━━━━━ Information supplied ━━━━━

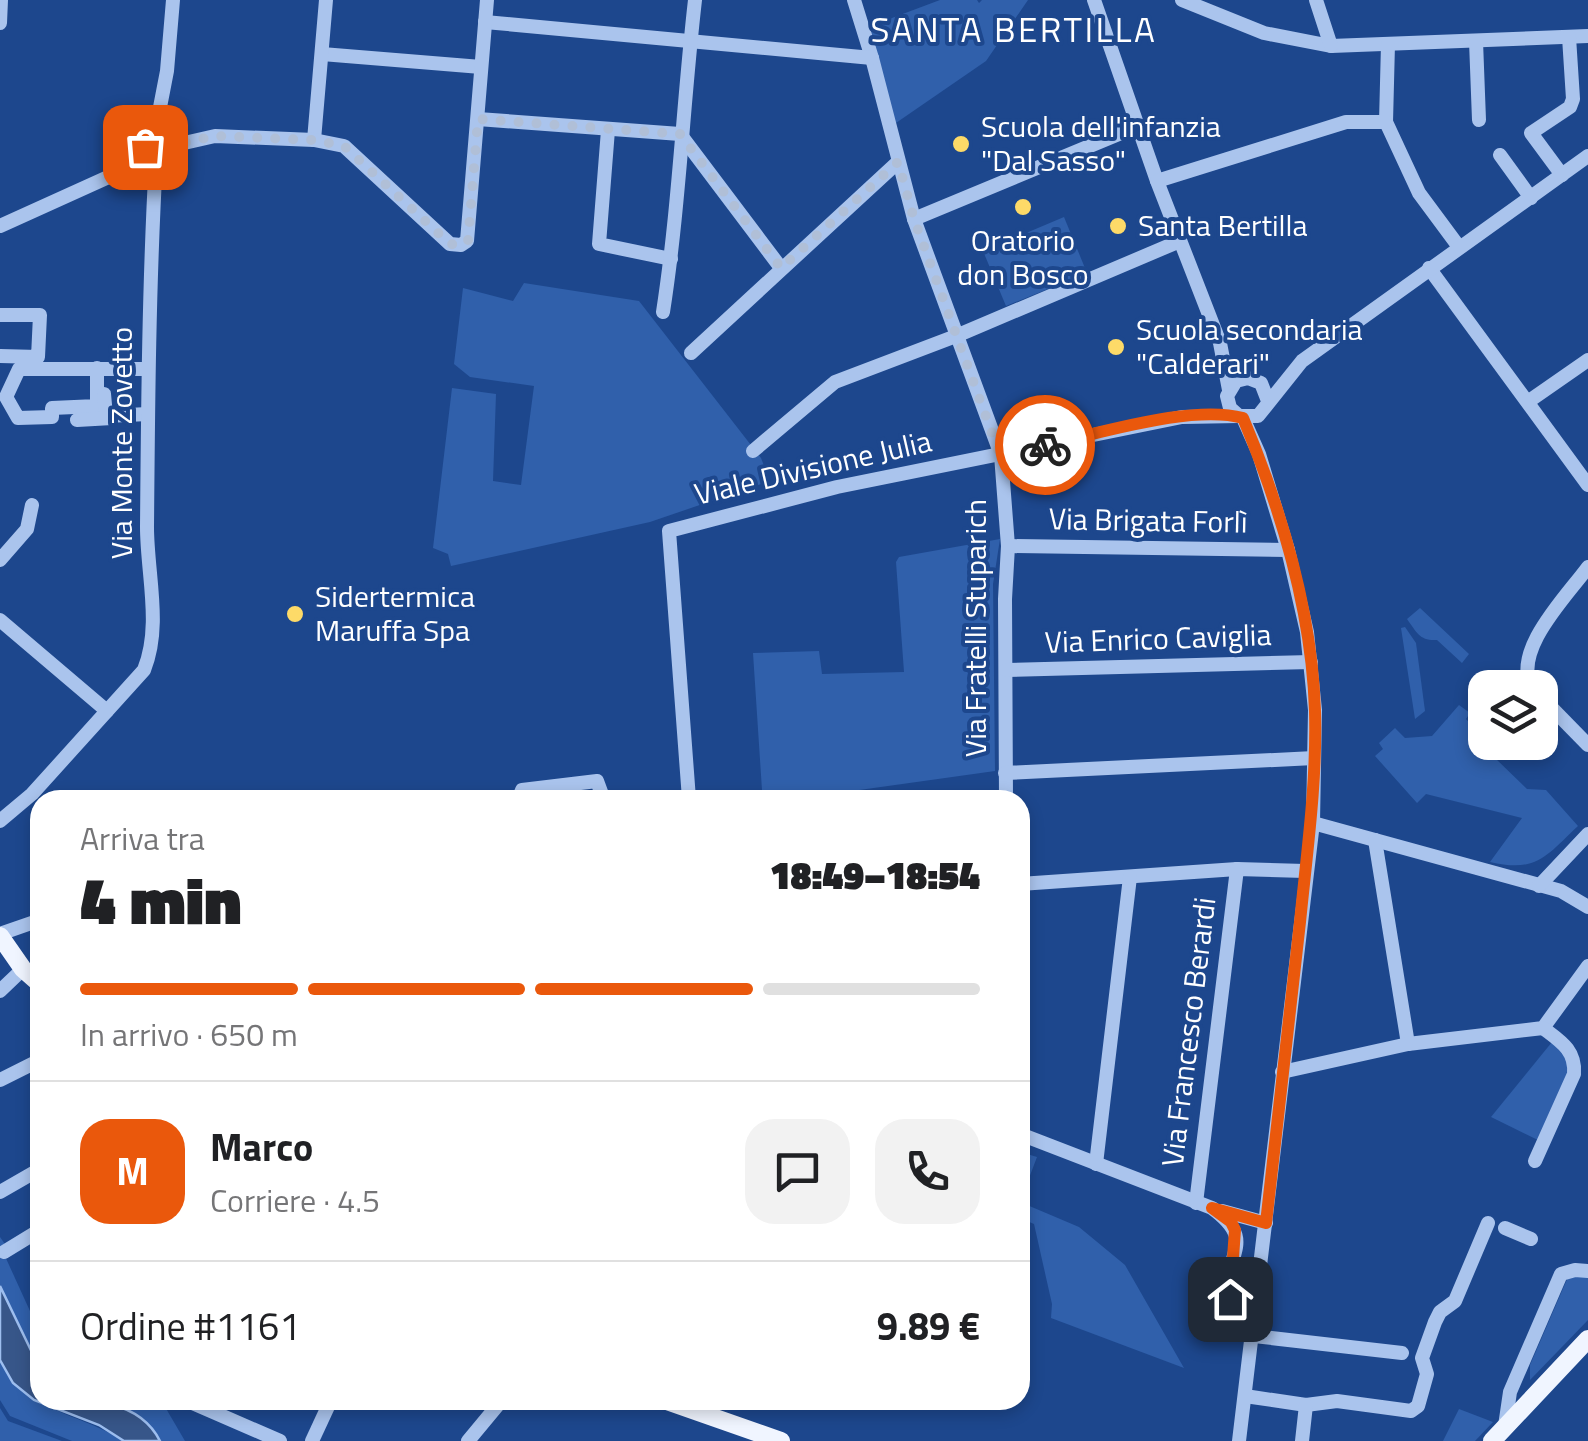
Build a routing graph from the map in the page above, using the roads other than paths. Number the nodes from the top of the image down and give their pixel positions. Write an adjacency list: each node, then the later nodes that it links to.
1 (2, 0): 11 (street)
2 (173, 0): 26 (street)
3 (326, 0): 18 (street)
4 (487, 0): 10 (street)
5 (695, 0): 15 (street)
6 (854, 0): 19 (street, Via Fratelli Stuparich)
7 (1094, 0): 24 (street)
8 (1182, 0): 17 (street)
9 (1316, 0): 17 (street)
10 (485, 22): 15 (street); 20 (street)
11 (0, 23)
12 (1588, 36): 13 (street)
13 (1569, 37): 14 (street); 35 (street)
14 (1476, 40): 16 (street); 22 (street)
15 (690, 44): 19 (street); 27 (street)
16 (1388, 44): 17 (street); 23 (street)
17 (1332, 46)
18 (322, 54): 20 (street); 28 (street)
19 (872, 58): 33 (street, Via Fratelli Stuparich)
20 (482, 66): 21 (street)
21 (478, 119): 25 (street); 28 (street)
22 (1479, 120)
23 (1386, 122): 36 (street); 42 (street)
24 (1138, 126): 36 (street); 39 (street)
25 (608, 130): 27 (street); 43 (street)
26 (155, 134): 29 (street); 31 (street)
27 (680, 134): 43 (street); 44 (street)
28 (314, 140): 29 (street)
29 (171, 146): 31 (street)
30 (1500, 155): 38 (street)
31 (152, 156): 34 (street); 37 (street, Via Monte Zovetto)
32 (1588, 156): 35 (street)
33 (898, 162): 39 (street, Via Fratelli Stuparich); 44 (street)
34 (115, 174): 37 (street); 40 (street)
35 (1562, 175): 38 (street)
36 (1156, 181): 41 (street)
37 (154, 186): 55 (street, Via Monte Zovetto)
38 (1530, 198): 42 (street)
39 (914, 219): 48 (street, Via Fratelli Stuparich)
40 (1, 224)
41 (1180, 240): 48 (street); 49 (street)
42 (1459, 247): 45 (street)
43 (672, 259): 46 (street)
44 (781, 268): 50 (street)
45 (1429, 268): 53 (street); 58 (street)
46 (664, 312)
47 (0, 315): 51 (street)
48 (956, 336): 64 (street); 66 (street, Via Fratelli Stuparich)
49 (1220, 343): 56 (street); 57 (street)
50 (691, 352)
51 (0, 356)
52 (1588, 360): 58 (street)
53 (1296, 367): 56 (street); 59 (street)
54 (100, 368): 54 (street); 55 (street); 60 (street)
55 (148, 369): 60 (street, Via Monte Zovetto)
56 (1251, 378): 57 (street); 59 (street)
57 (1228, 393): 61 (street, Viale Divisione Julia); 62 (street)
58 (1529, 401): 67 (street)
59 (1265, 406): 62 (street); 65 (street)
60 (148, 415): 63 (street); 77 (street, Via Monte Zovetto)
61 (1182, 416): 62 (street, Viale Divisione Julia); 66 (street, Viale Divisione Julia)
62 (1241, 417): 65 (street)
63 (77, 420)
64 (752, 451)
65 (1259, 454): 70 (street)
66 (1000, 455): 69 (street, Via Fratelli Stuparich); 85 (street, Viale Divisione Julia)
67 (1588, 485)
68 (32, 505): 71 (street)
69 (1008, 546): 70 (street, Via Brigata Forlì); 75 (street, Via Fratelli Stuparich)
70 (1288, 550): 74 (street)
71 (0, 560)
72 (1588, 567): 76 (street)
73 (0, 620): 77 (street)
74 (1311, 662): 75 (street, Via Enrico Caviglia); 80 (street)
75 (1006, 670): 81 (street, Via Fratelli Stuparich)
76 (1527, 670)
77 (107, 711): 82 (street, Via Monte Zovetto)
78 (1558, 714): 79 (street)
79 (1588, 745)
80 (1314, 758): 81 (street); 89 (street)
81 (1005, 773): 86 (street, Via Fratelli Stuparich)
82 (36, 790)
83 (522, 790): 84 (street)
84 (600, 790)
85 (688, 790)
86 (1006, 790)
87 (30, 796): 88 (street, Via Monte Zovetto)
88 (0, 821)
89 (1312, 823): 91 (street); 93 (street)
90 (1588, 834): 96 (street)
91 (1375, 840): 96 (street); 105 (street)
92 (1237, 869): 93 (street); 94 (street); 114 (street, Via Francesco Berardi)
93 (1306, 871): 107 (street)
94 (1130, 877): 95 (street); 111 (street)
95 (1030, 883)
96 (1540, 886): 97 (street)
97 (1588, 907)
98 (30, 924): 99 (street)
99 (0, 935): 101 (main road)
100 (1588, 966): 104 (street)
101 (23, 969): 102 (main road); 103 (street)
102 (30, 975)
103 (0, 991)
104 (1543, 1028): 105 (street); 110 (street)
105 (1408, 1044): 107 (street)
106 (30, 1065): 108 (street)
107 (1282, 1072): 116 (street)
108 (0, 1080)
109 (1030, 1138): 111 (street)
110 (1535, 1161)
111 (1096, 1164): 114 (street)
112 (30, 1175): 113 (street)
113 (0, 1192)
114 (1196, 1202): 115 (street)
115 (1212, 1208): 116 (street); 123 (street)
116 (1266, 1223): 123 (street)
117 (1488, 1223): 127 (street)
118 (1504, 1228): 120 (street)
119 (30, 1236): 121 (street)
120 (1531, 1239)
121 (4, 1252)
122 (1588, 1271): 132 (street)
123 (1254, 1336): 125 (street); 126 (street)
124 (1588, 1339): 132 (main road)
125 (1402, 1353)
126 (1245, 1396): 127 (street); 137 (street)
127 (1306, 1405): 138 (street)
128 (207, 1410): 133 (street)
129 (326, 1410): 134 (street)
130 (494, 1410): 135 (street)
131 (692, 1410): 136 (main road)
132 (1498, 1434)
133 (280, 1441)
134 (312, 1441)
135 (468, 1441)
136 (780, 1441)
137 (1240, 1441)
138 (1302, 1441)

━━━━━

Repeat the material verbatim. Do not carry over any picture.

__Solution below__.
Build a routing graph from the map in the page above, using the roads other than paths. Number the nodes from the top of the image down and give their pixel positions. Write an adjacency list: each node, then the later nodes that it links to.
1 (2, 0): 11 (street)
2 (173, 0): 26 (street)
3 (326, 0): 18 (street)
4 (487, 0): 10 (street)
5 (695, 0): 15 (street)
6 (854, 0): 19 (street, Via Fratelli Stuparich)
7 (1094, 0): 24 (street)
8 (1182, 0): 17 (street)
9 (1316, 0): 17 (street)
10 (485, 22): 15 (street); 20 (street)
11 (0, 23)
12 (1588, 36): 13 (street)
13 (1569, 37): 14 (street); 35 (street)
14 (1476, 40): 16 (street); 22 (street)
15 (690, 44): 19 (street); 27 (street)
16 (1388, 44): 17 (street); 23 (street)
17 (1332, 46)
18 (322, 54): 20 (street); 28 (street)
19 (872, 58): 33 (street, Via Fratelli Stuparich)
20 (482, 66): 21 (street)
21 (478, 119): 25 (street); 28 (street)
22 (1479, 120)
23 (1386, 122): 36 (street); 42 (street)
24 (1138, 126): 36 (street); 39 (street)
25 (608, 130): 27 (street); 43 (street)
26 (155, 134): 29 (street); 31 (street)
27 (680, 134): 43 (street); 44 (street)
28 (314, 140): 29 (street)
29 (171, 146): 31 (street)
30 (1500, 155): 38 (street)
31 (152, 156): 34 (street); 37 (street, Via Monte Zovetto)
32 (1588, 156): 35 (street)
33 (898, 162): 39 (street, Via Fratelli Stuparich); 44 (street)
34 (115, 174): 37 (street); 40 (street)
35 (1562, 175): 38 (street)
36 (1156, 181): 41 (street)
37 (154, 186): 55 (street, Via Monte Zovetto)
38 (1530, 198): 42 (street)
39 (914, 219): 48 (street, Via Fratelli Stuparich)
40 (1, 224)
41 (1180, 240): 48 (street); 49 (street)
42 (1459, 247): 45 (street)
43 (672, 259): 46 (street)
44 (781, 268): 50 (street)
45 (1429, 268): 53 (street); 58 (street)
46 (664, 312)
47 (0, 315): 51 (street)
48 (956, 336): 64 (street); 66 (street, Via Fratelli Stuparich)
49 (1220, 343): 56 (street); 57 (street)
50 (691, 352)
51 (0, 356)
52 (1588, 360): 58 (street)
53 (1296, 367): 56 (street); 59 (street)
54 (100, 368): 54 (street); 55 (street); 60 (street)
55 (148, 369): 60 (street, Via Monte Zovetto)
56 (1251, 378): 57 (street); 59 (street)
57 (1228, 393): 61 (street, Viale Divisione Julia); 62 (street)
58 (1529, 401): 67 (street)
59 (1265, 406): 62 (street); 65 (street)
60 (148, 415): 63 (street); 77 (street, Via Monte Zovetto)
61 (1182, 416): 62 (street, Viale Divisione Julia); 66 (street, Viale Divisione Julia)
62 (1241, 417): 65 (street)
63 (77, 420)
64 (752, 451)
65 (1259, 454): 70 (street)
66 (1000, 455): 69 (street, Via Fratelli Stuparich); 85 (street, Viale Divisione Julia)
67 (1588, 485)
68 (32, 505): 71 (street)
69 (1008, 546): 70 (street, Via Brigata Forlì); 75 (street, Via Fratelli Stuparich)
70 (1288, 550): 74 (street)
71 (0, 560)
72 (1588, 567): 76 (street)
73 (0, 620): 77 (street)
74 (1311, 662): 75 (street, Via Enrico Caviglia); 80 (street)
75 (1006, 670): 81 (street, Via Fratelli Stuparich)
76 (1527, 670)
77 (107, 711): 82 (street, Via Monte Zovetto)
78 (1558, 714): 79 (street)
79 (1588, 745)
80 (1314, 758): 81 (street); 89 (street)
81 (1005, 773): 86 (street, Via Fratelli Stuparich)
82 (36, 790)
83 (522, 790): 84 (street)
84 (600, 790)
85 (688, 790)
86 (1006, 790)
87 (30, 796): 88 (street, Via Monte Zovetto)
88 (0, 821)
89 (1312, 823): 91 (street); 93 (street)
90 (1588, 834): 96 (street)
91 (1375, 840): 96 (street); 105 (street)
92 (1237, 869): 93 (street); 94 (street); 114 (street, Via Francesco Berardi)
93 (1306, 871): 107 (street)
94 (1130, 877): 95 (street); 111 (street)
95 (1030, 883)
96 (1540, 886): 97 (street)
97 (1588, 907)
98 (30, 924): 99 (street)
99 (0, 935): 101 (main road)
100 (1588, 966): 104 (street)
101 (23, 969): 102 (main road); 103 (street)
102 (30, 975)
103 (0, 991)
104 (1543, 1028): 105 (street); 110 (street)
105 (1408, 1044): 107 (street)
106 (30, 1065): 108 (street)
107 (1282, 1072): 116 (street)
108 (0, 1080)
109 (1030, 1138): 111 (street)
110 (1535, 1161)
111 (1096, 1164): 114 (street)
112 (30, 1175): 113 (street)
113 (0, 1192)
114 (1196, 1202): 115 (street)
115 (1212, 1208): 116 (street); 123 (street)
116 (1266, 1223): 123 (street)
117 (1488, 1223): 127 (street)
118 (1504, 1228): 120 (street)
119 (30, 1236): 121 (street)
120 (1531, 1239)
121 (4, 1252)
122 (1588, 1271): 132 (street)
123 (1254, 1336): 125 (street); 126 (street)
124 (1588, 1339): 132 (main road)
125 (1402, 1353)
126 (1245, 1396): 127 (street); 137 (street)
127 (1306, 1405): 138 (street)
128 (207, 1410): 133 (street)
129 (326, 1410): 134 (street)
130 (494, 1410): 135 (street)
131 (692, 1410): 136 (main road)
132 (1498, 1434)
133 (280, 1441)
134 (312, 1441)
135 (468, 1441)
136 (780, 1441)
137 (1240, 1441)
138 (1302, 1441)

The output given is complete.